Local, affordable, hole-in-the-wall dive bars are known for their eccentric charm and penchant for bringing in the regulars. Surveys show that American sentiment toward local businesses grew steadily after the onset of Covid-19, but dive bars have still faced challenges keeping their doors open in a country where they were already in decline pre-pandemic. Seagram’s has a reputation as a classic dive bar spirit. At under $15 a bottle and easy to pour in a variety of whiskey cocktails, Seagram’s checks the boxes as a simple, cheap, dive bar well whiskey.
As dive bars struggled in 2020, Seagram’s decided it was time to help drum up support. In 2021, the brand launched an ongoing campaign to “Keep the Dive Alive,” complete with ad spots featuring comedian Iliza Shlesinger, monetary donations to dive bars across the country, and (of course) its own #KeepTheDiveAlive hashtag to increase awareness.
Seagram’s has its own national holiday.
If you ever need an occasion to mix up a 7 & 7, July 7 might be your day. Seagram’s introduced National Dive Bar Day in 2018, further solidifying the brand as a champion of the dive bar. When it came to picking the official date for celebration, the answer came easily. National Dive Bar Day lands on the seventh day of the seventh calendar month.

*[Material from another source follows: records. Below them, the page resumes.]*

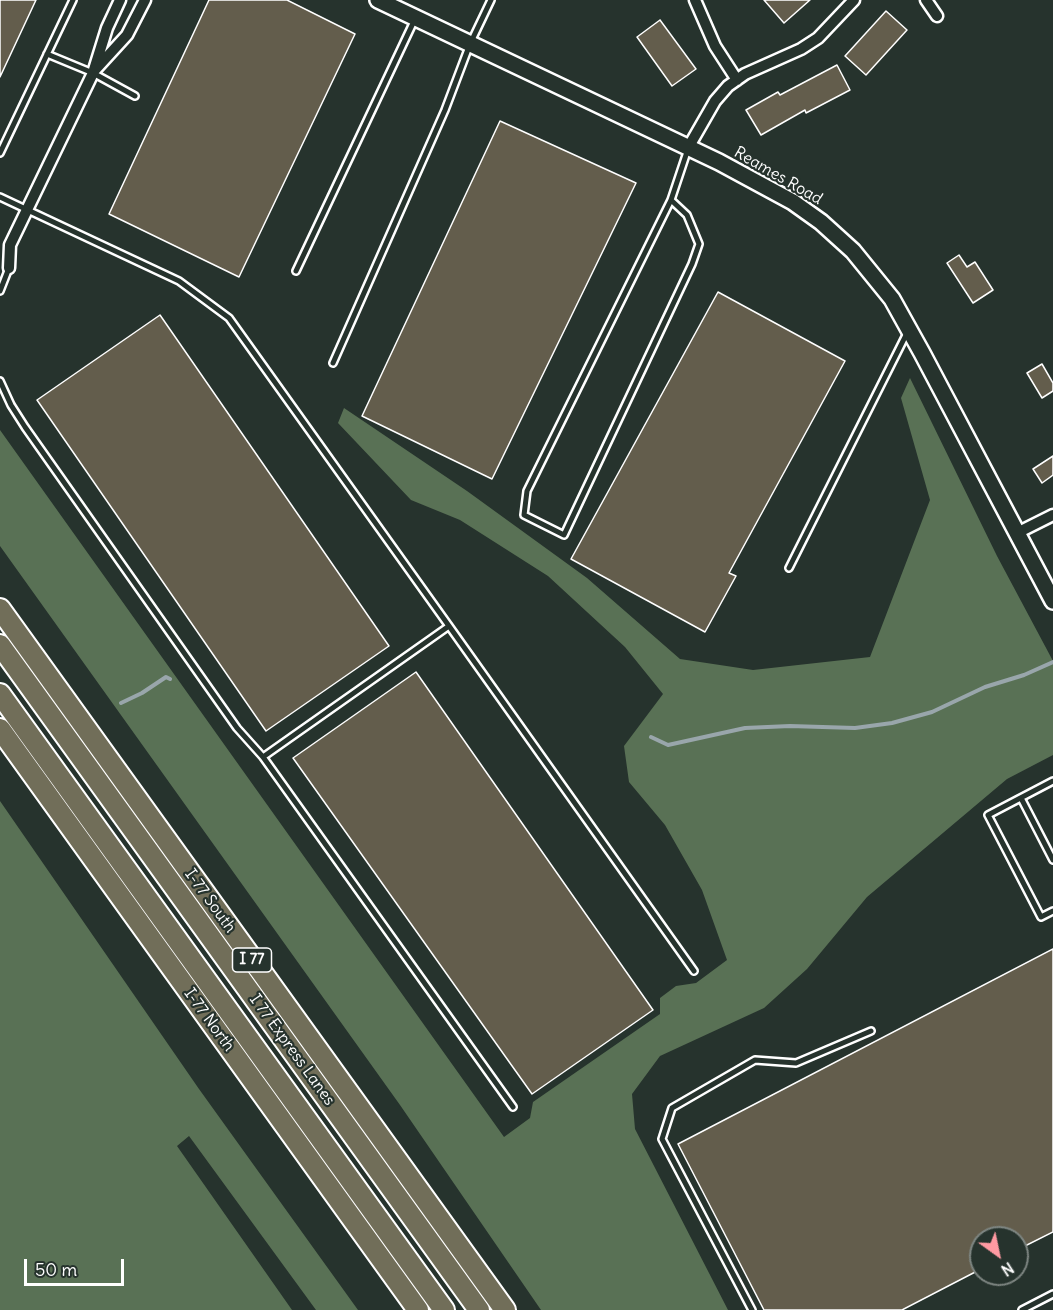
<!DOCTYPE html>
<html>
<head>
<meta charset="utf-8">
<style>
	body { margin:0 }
	#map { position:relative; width:1053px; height:1310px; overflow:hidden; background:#26332d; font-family:Delius,sans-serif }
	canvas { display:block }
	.north { position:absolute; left:969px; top:1226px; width:60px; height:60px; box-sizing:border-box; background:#26332d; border:2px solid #7d8581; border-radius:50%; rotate:147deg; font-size:16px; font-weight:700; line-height:24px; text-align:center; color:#fff }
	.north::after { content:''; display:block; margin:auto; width:21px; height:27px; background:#ff9aa2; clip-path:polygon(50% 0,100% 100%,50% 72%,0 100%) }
	.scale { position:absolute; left:24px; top:1259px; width:100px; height:27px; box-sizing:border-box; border:3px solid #fff; border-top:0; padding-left:8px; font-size:18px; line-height:21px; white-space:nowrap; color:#fff; -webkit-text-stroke:4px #26332d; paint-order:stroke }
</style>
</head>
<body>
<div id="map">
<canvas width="1053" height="1310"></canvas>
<div class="north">N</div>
<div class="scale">50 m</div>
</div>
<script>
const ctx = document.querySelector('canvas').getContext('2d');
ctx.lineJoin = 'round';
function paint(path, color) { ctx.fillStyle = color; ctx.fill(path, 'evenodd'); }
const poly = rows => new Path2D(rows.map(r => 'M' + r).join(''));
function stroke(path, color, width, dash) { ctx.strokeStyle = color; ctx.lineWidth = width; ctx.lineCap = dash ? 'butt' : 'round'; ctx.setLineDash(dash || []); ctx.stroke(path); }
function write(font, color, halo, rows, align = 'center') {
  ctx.font = font + ' Delius,sans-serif'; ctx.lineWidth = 4.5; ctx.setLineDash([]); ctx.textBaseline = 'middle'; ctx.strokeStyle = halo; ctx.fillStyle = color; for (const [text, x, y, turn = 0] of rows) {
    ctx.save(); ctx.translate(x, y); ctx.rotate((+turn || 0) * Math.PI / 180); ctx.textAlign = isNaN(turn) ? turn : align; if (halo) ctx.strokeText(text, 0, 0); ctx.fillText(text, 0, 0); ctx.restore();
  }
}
const green = poly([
	[910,378,997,556,1053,661,1053,755,1007,779,867,897,807,969,764,1008,660,1056,632,1094,635,1129,728,1310,541,1310,400,1105,0,546,0,430,504,1137,530,1118,533,1102,660,1014,660,998,676,986,696,983,727,960,702,890,665,825,629,782,624,746,663,694,625,647,548,576,460,520,411,500,338,423,344,408,467,491,587,578,680,659,753,670,870,657,930,500,901,398],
	[0,801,199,1089,358,1310,316,1310,189,1136,177,1146,292,1310,0,1310]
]);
const stream = poly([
	[121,703,142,693,166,677,170,679],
	[651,737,668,745,745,728,790,726,855,728,892,723,932,712,985,687,1024,675,1053,662]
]);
const building = poly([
	[0,0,36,0,0,77,0,0],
	[209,0,287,0,355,34,239,277,109,214,209,0],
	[764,0,810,0,784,23,764,0],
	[886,11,907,30,866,75,845,56,886,11],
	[660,20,696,69,672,86,637,37,660,20],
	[837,65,850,90,806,113,805,110,761,135,746,110,778,92,780,95,837,65],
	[500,121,636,183,492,479,362,416,500,121],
	[959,255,967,267,975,262,993,290,973,303,947,263,959,255],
	[718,292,845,361,729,573,736,576,705,632,571,559,718,292],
	[160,315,389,646,266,731,37,400,160,315],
	[1042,364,1053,383,1053,391,1042,398,1027,373,1042,364],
	[1053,456,1053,475,1042,483,1033,469,1053,456],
	[416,672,653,1010,532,1094,293,758,416,672],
	[1053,949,1053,1232,1017,1250,1017,1238,981,1238,981,1269,902,1310,764,1310,678,1144,1053,949]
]);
const service = poly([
	[47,54,93,73,135,96],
	[0,153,73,0],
	[0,197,179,281,229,318,449,626],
	[671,200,687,215,699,244,692,264,564,535,524,515,527,491,671,200,688,149],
	[296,271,415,19],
	[0,291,9,268],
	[333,363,445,110,470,44,491,0],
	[0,381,11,405,25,427,237,728,263,757,513,1107],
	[789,568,907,333],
	[263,757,449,626,694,971],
	[1053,781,988,815,1041,917,1053,911],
	[1021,798,1053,860],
	[752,1310,662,1139,672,1108,755,1060,796,1063,871,1031],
	[1022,1310,1053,1294]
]);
const minor = poly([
	[695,0,715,46,737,80],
	[926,0,937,16],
	[95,70,127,35,145,0],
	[688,148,715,101,728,86,745,74,801,49,818,38,854,0],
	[9,268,10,245,93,73,107,28,120,0],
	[1017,533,1053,515]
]);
const secondary = poly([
	[378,0,719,162,793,202,821,222,853,251,892,299,922,353,1053,601]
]);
const motorway = poly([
	[0,609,505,1310],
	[0,645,479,1310],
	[0,694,444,1310],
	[0,729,418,1310]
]);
const shields = [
	[252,960,39]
];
const shieldNames = [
	["I 77",252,960]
];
const streetNames = [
	["Reames Road",778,176,30],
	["I-77 South",210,901,54],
	["I-77 North",209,1020,54],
	["I 77 Express Lanes",292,1050,54]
];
paint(green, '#597155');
stroke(stream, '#99a6ab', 4);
paint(building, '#635d4c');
stroke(building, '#fff', 1.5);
stroke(service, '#fff', 10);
stroke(minor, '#fff', 15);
stroke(secondary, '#fff', 20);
stroke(motorway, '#fff', 24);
stroke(service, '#26332d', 5);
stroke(minor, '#26332d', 10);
stroke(secondary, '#26332d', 15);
stroke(motorway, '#716e59', 20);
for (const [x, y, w] of shields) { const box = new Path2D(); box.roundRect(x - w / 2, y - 12, w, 24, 4.5); ctx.fillStyle = '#26332d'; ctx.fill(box); stroke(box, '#fff', 1.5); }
write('bold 15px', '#fff', null, shieldNames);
write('16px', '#fff', '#26332d', streetNames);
</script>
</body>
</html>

Seagram’s 7 hails from Canada but calls the U.S. home.
Seagram’s may have had a major impact on American drinking culture, but it wasn’t always an American-produced spirit. The brand was officially founded in 1928 in Canada and was exported to the U.S. from its Montreal headquarters. Even back then, the Seagram’s 7 legacy was cementing itself as stronger in the States than in Canada, with consumer preferences for blended whiskey sweeping the country through the 1950s. In 2000, the brand was acquired by spirits giant Diageo, and today, it’s distilled in Norwalk, Conn. — a fact that’s shared front and center on Seagram’s 7 bottles.

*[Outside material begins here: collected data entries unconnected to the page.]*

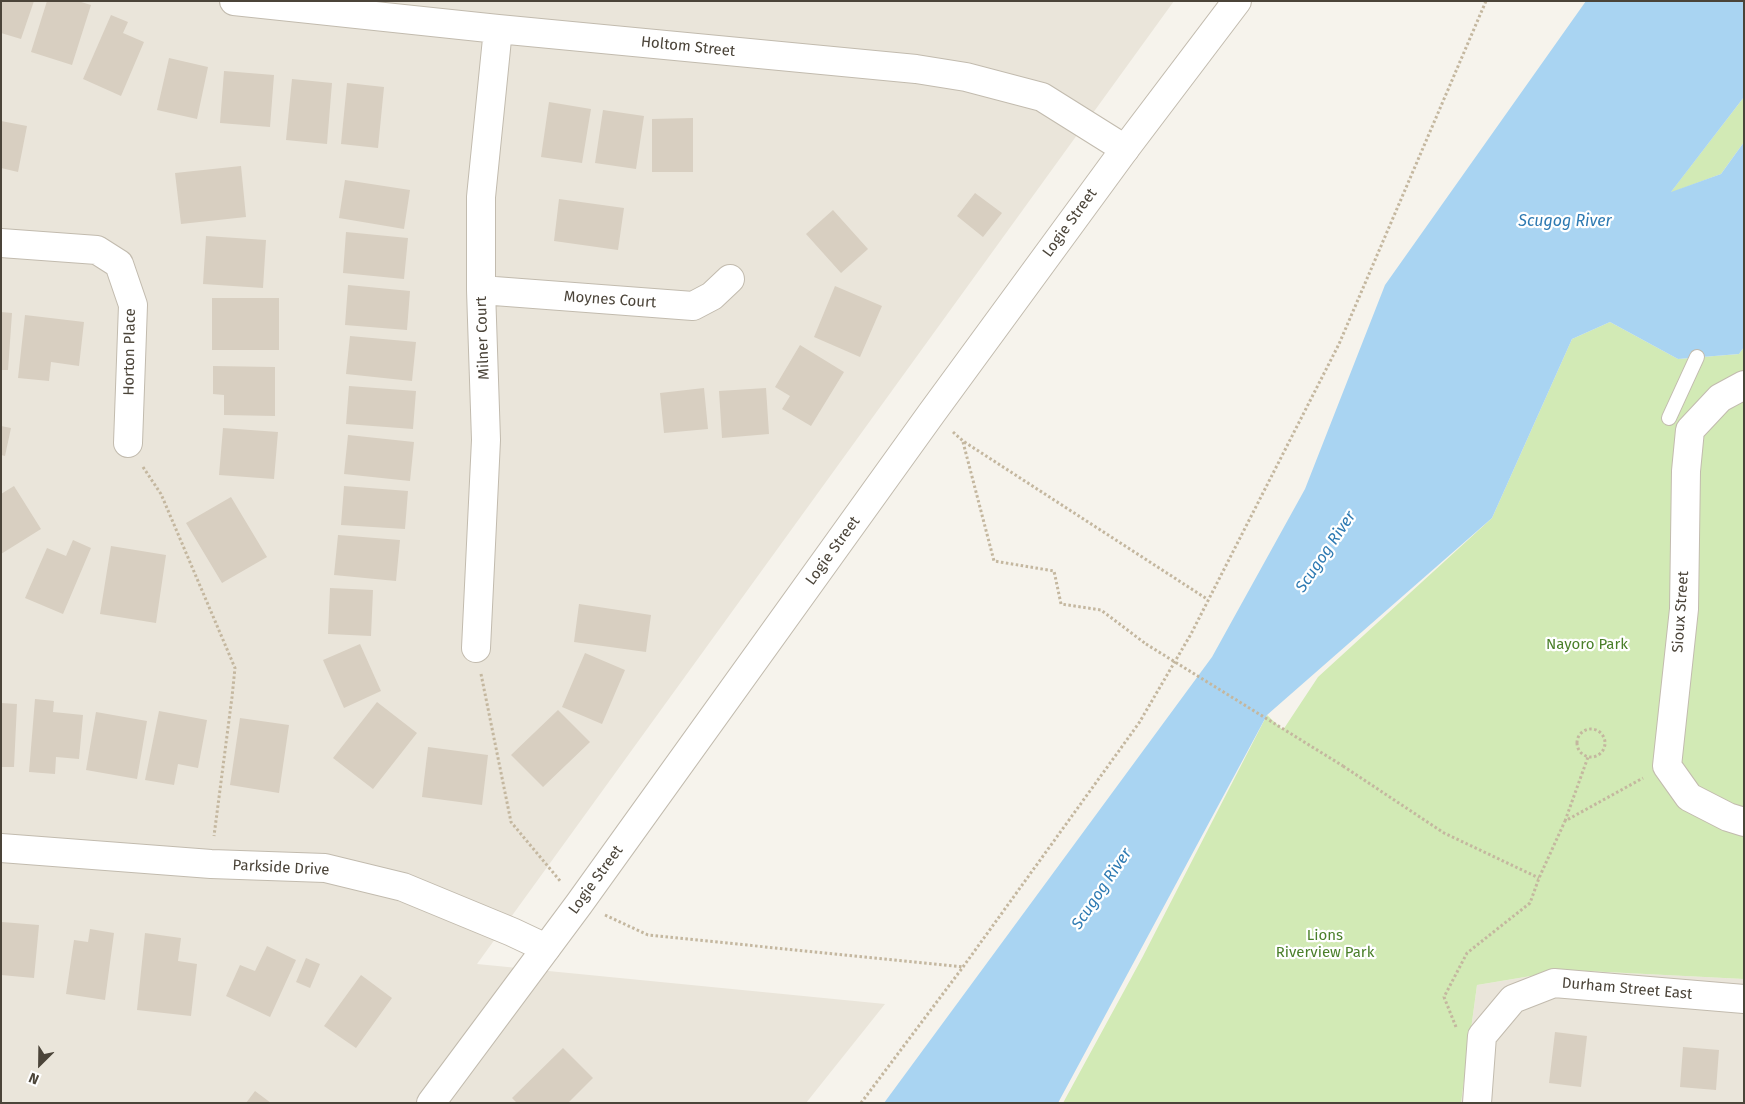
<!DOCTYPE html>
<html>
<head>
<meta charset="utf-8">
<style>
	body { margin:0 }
	#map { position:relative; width:1745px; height:1104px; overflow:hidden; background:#f6f3ec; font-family:"Fira Sans",sans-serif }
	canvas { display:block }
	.frame { position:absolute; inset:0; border:2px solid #4b4439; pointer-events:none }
	.north { position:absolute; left:15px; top:1039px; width:50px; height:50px; -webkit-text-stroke:4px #fff; paint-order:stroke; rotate:203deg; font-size:14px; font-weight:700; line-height:20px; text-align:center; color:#4b4439 }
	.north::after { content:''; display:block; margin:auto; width:18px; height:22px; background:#4b4439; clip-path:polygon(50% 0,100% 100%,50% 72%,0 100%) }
</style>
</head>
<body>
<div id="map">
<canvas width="1745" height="1104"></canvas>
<div class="frame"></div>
<div class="north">N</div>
</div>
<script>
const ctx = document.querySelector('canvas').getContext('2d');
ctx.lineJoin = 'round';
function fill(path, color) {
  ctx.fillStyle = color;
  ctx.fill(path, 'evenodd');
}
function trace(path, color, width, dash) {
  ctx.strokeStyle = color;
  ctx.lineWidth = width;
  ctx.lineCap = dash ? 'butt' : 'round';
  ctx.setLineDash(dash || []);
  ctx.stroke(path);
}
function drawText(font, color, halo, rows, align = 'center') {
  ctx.font = font + ' "Fira Sans",sans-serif';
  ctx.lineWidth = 4.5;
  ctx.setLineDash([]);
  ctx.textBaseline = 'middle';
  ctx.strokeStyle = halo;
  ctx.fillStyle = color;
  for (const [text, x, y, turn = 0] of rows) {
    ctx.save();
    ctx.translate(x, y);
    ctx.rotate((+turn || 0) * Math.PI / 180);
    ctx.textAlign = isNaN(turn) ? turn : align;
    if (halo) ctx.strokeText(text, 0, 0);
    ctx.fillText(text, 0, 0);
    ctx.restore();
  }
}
fill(new Path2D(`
	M1,1H1174L477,964L885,1004L806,1103H1Z
	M1567,970L1744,979V1103H1461L1477,985Z`), '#eae5da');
fill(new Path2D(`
	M1744,97V142L1721,174L1670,193Z
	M1610,322L1678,359L1739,354L1744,347V979L1567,970L1477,985L1461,1103H1063L1142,958L1267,715L1283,730L1318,677L1492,518L1572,339Z`), '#d2eab5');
fill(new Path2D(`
	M1586,1H1744V97L1671,192L1721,174L1744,142V347L1739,354L1678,359L1610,322L1572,339L1492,518L1267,715L1058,1103H884L1212,657L1305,489L1385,285Z`), '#a9d4f2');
fill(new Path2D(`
	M1,1H34L21,39L1,33Z
	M47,1H78L91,5L72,65L31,52Z
	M111,15L128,22L123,33L144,42L121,96L83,79Z
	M169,58L208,67L197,119L157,110Z
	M224,71L274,75L270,127L220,123Z
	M292,79L332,83L327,144L286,140Z
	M347,83L384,87L378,148L341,144Z
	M549,102L591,109L582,163L541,157Z
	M603,110L644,116L636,169L595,163Z
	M693,118V172H652V119Z
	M1,121L27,126L18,172L1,168Z
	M241,166L246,217L181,224L175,173Z
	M345,180L410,190L404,229L339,218Z
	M975,193L1002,213L983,237L957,216Z
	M559,199L624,208L618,250L554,241Z
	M833,210L868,249L841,273L806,234Z
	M346,232L408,238L404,279L343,273Z
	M206,236L266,240L263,288L203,284Z
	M348,285L410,291L407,330L345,325Z
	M835,286L882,306L860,357L814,337Z
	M212,298H279V350H212Z
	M1,312L12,313L8,370H1Z
	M25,315L84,322L79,366L51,362L49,381L18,378Z
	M350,336L416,342L412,381L346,374Z
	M800,345L844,372L811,426L782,409L790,396L775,387Z
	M213,366L275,367V416L224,415V395L213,394Z
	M349,386L416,391L413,429L346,424Z
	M704,388L708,429L664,433L660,393Z
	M766,388L769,434L722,438L719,391Z
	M1,426L11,428L5,456L1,455Z
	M223,428L278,432L274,479L219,475Z
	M348,435L414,442L410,481L344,474Z
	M14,486L41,529L1,554V494Z
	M344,486L408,491L405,529L341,525Z
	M231,497L267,557L222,583L186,523Z
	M338,535L400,540L396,581L334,575Z
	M73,540L91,548L63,614L25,598L47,548L66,556Z
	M111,546L166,555L156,623L100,614Z
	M330,588L373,590L371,636L328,634Z
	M579,604L651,615L646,652L574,642Z
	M360,644L381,691L344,708L323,660Z
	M585,653L625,670L602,724L562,707Z
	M35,699L54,701L53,712L83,715L79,759L56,757L55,774L29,772Z
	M377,702L417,733L373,789L333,758Z
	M1,703L17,704L14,767H1Z
	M558,710L590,742L543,787L511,755Z
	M159,711L207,720L198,768L178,764L174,785L145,780Z
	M96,712L147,721L137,779L86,770Z
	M240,718L289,725L279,793L230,785Z
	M428,747L488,755L482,805L422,797Z
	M2,922L39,925L34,978L1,975Z
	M90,929L114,933L105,1000L66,994L74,940L88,942Z
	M145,933L181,938L178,961L197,964L191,1016L137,1010Z
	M267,946L296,960L270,1017L226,996L240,965L255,971Z
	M306,958L320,964L310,988L296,982Z
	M361,975L392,998L356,1048L324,1026Z
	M1555,1032L1587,1036L1581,1087L1549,1083Z
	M1683,1047L1719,1050L1716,1090L1680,1087Z
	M563,1048L593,1078L568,1103H517L512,1098Z
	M255,1091L271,1103H246Z`), '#d8cfc1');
const service = new Path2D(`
	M1669,418L1697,357`);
const minor = new Path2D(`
	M234,1L498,29L916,69L966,77L1042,97L1125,149
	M1,243L97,250L119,264L133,305L128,443
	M481,290L693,306L712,296L730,279
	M1744,385L1720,398L1690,430L1686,471L1684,609L1667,766L1689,797L1728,817L1744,822
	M476,648L486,440L481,290V197L498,29
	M1,848L211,864L325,868L403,887L512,932L546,948
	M1477,1103L1482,1036L1513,999L1554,983L1744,999`);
const tertiary = new Path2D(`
	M431,1103L579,904L931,414L1125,149L1237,1`);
trace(service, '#c2bbae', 16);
trace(minor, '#c2bbae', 30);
trace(tertiary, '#c2bbae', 30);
trace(new Path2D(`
	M953,432L963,441L1207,599
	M963,442L994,561L1054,571L1061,604L1101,610L1146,644
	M143,467L161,494L235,668L232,697L214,836
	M481,674L511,822L561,882
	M1577 743a14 14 0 1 1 28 0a14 14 0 1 1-28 0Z
	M1343,766L1444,833L1539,878
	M1565,821L1588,757
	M605,915L648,935L963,967
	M1456,1027L1444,997L1467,953L1530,903L1539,878L1565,821L1643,778
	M861,1103L963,967L1139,723L1191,634L1339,344L1486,1`), '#c4b79f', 3, [2.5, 2.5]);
trace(service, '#fff', 14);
trace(minor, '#fff', 28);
trace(tertiary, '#fff', 28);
trace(new Path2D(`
	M1146,644L1343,766`), '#c4b79f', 3, [2.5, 2.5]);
drawText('15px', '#4b4439', '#fff', [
	["Holtom Street",688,47,6],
	["Logie Street",1070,223,-54],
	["Moynes Court",610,300,4],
	["Milner Court",483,338,-92],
	["Horton Place",130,352,-89],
	["Logie Street",833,551,-54],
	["Sioux Street",1681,612,-86],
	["Parkside Drive",281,868,3],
	["Logie Street",596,880,-54],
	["Durham Street East",1627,989,5]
]);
drawText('15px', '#4a7f2a', '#fff', [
	["Nayoro Park",1587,645],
	["Lions",1325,936],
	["Riverview Park",1325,953]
]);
drawText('italic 16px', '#2e7ab2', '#fff', [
	["Scugog River",1565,222],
	["Scugog River",1326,552,-56],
	["Scugog River",1102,889,-56]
]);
</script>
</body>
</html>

Some see the brand as a relic of the past…
Seagram’s is synonymous with ‘70s drinking culture in the U.S., and it’s true that the brand may never again reach the level of popularity it once did. It was the best-selling blended whiskey brand in the country during a decade when blended whiskey was all the rage. Now, it’s often perceived as a brand that went downhill shortly after its era of fame — likely a result of greater variety and higher-quality whiskeys entering the market.
…But sales show it isn’t going anywhere.
No matter what you think of Seagram’s, it’s not just the whiskey your parents or grandparents drank back in the day. It continues to rack up sales across the U.S and is a lot more popular than one might think. In 2021, it was the 12th best-selling whiskey brand in the country — ranking above popular labels like Knob Creek, Four Roses, and Skrewball. It’s also the sixth most popular American whiskey in the world, racking up 1.9 million cases in global sales in 2021.